The task - Count up the lines in the listing below that hold "nodes", and answer with the total alone.

<<<<

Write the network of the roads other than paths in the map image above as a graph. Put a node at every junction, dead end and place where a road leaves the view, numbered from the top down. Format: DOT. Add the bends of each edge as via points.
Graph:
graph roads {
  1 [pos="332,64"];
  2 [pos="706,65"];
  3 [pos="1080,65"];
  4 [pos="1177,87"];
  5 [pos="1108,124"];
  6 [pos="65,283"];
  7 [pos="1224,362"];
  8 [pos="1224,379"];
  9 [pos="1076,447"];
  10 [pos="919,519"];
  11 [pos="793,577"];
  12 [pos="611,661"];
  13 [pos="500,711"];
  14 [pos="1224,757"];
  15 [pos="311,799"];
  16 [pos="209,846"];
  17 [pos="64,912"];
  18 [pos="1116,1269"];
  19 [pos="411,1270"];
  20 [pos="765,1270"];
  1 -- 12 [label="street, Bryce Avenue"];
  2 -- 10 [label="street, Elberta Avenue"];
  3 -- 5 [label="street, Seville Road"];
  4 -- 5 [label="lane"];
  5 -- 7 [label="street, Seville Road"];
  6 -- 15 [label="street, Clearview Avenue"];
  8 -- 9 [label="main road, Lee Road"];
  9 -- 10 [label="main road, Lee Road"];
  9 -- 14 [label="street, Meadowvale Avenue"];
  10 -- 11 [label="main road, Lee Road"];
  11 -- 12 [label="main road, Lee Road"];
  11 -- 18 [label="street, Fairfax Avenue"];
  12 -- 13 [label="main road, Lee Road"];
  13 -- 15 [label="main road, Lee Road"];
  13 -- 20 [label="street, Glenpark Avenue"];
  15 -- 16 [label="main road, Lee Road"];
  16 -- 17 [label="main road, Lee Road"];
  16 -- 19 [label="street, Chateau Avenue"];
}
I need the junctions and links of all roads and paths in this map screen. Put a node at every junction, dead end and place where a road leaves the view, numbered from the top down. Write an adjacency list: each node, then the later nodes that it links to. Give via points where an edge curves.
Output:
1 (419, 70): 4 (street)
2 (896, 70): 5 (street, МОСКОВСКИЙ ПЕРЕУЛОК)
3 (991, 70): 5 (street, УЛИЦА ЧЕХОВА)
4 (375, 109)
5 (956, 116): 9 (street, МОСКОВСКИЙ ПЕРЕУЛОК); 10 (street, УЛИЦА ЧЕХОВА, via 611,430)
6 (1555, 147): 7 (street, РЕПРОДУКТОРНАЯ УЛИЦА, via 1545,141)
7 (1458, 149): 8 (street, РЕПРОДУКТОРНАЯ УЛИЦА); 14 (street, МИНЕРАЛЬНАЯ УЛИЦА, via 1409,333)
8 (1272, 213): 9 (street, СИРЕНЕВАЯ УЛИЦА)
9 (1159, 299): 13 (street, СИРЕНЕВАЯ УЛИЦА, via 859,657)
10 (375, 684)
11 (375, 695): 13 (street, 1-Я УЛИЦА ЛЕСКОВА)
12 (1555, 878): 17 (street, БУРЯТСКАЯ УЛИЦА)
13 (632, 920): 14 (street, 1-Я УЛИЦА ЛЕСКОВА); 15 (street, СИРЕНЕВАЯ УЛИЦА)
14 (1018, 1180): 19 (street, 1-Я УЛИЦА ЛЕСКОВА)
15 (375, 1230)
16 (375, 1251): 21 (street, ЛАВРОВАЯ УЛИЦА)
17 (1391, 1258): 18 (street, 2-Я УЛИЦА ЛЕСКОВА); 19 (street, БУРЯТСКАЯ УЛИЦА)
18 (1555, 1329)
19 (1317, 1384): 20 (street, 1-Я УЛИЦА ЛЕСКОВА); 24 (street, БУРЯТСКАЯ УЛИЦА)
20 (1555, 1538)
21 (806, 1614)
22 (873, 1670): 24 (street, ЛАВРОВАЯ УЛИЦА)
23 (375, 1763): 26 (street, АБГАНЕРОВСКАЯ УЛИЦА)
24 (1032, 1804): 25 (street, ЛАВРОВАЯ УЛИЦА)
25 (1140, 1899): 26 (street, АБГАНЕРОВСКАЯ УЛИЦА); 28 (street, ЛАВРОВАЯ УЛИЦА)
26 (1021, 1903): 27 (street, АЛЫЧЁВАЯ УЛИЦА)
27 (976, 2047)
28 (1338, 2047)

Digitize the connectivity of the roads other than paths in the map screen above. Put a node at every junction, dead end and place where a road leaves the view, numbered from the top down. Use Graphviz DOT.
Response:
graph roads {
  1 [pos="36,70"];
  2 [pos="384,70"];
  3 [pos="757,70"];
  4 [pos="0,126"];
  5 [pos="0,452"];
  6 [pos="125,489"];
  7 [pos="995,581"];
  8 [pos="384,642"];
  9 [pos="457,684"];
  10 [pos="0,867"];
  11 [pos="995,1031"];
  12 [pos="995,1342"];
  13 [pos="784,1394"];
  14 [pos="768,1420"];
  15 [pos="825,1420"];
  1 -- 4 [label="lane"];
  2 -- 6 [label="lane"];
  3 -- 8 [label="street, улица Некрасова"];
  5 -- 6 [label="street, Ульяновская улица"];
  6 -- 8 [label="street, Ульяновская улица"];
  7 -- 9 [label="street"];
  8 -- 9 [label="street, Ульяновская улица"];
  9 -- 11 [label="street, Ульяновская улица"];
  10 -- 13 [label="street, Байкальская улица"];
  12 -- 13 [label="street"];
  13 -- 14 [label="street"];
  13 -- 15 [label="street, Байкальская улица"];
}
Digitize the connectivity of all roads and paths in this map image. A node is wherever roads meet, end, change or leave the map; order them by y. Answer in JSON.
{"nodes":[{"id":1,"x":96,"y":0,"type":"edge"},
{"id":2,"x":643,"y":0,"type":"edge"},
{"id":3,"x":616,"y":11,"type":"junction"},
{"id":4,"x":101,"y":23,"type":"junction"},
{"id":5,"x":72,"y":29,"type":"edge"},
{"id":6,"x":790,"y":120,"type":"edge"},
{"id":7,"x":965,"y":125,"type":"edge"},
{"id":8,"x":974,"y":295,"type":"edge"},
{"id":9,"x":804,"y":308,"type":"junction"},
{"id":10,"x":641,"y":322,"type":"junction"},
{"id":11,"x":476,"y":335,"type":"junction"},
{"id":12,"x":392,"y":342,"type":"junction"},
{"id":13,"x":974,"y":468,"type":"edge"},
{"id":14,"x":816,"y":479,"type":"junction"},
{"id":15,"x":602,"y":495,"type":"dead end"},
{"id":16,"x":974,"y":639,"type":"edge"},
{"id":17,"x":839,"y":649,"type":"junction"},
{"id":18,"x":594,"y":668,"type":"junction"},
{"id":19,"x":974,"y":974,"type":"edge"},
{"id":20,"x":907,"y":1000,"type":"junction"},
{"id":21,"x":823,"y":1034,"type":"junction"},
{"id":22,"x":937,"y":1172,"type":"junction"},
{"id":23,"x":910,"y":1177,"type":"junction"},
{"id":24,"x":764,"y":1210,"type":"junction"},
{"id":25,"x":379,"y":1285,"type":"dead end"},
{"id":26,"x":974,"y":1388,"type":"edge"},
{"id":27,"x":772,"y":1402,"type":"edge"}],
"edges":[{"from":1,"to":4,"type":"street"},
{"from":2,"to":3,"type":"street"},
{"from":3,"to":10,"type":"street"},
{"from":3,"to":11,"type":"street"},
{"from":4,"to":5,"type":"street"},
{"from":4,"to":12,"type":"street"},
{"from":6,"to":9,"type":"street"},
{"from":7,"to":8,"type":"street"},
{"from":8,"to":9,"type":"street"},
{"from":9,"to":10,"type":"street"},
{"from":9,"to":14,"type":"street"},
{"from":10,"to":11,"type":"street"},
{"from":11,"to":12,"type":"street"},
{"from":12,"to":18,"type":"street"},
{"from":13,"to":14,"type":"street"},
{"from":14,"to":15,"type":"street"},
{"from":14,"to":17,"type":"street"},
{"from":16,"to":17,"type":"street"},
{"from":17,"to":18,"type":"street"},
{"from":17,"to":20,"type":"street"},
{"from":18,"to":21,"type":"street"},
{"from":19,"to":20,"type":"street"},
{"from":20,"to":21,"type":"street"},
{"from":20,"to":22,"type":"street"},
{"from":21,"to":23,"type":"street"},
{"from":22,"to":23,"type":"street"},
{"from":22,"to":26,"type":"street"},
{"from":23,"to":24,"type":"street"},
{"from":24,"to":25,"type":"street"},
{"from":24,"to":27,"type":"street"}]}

>>>>

Response to this exercise - 2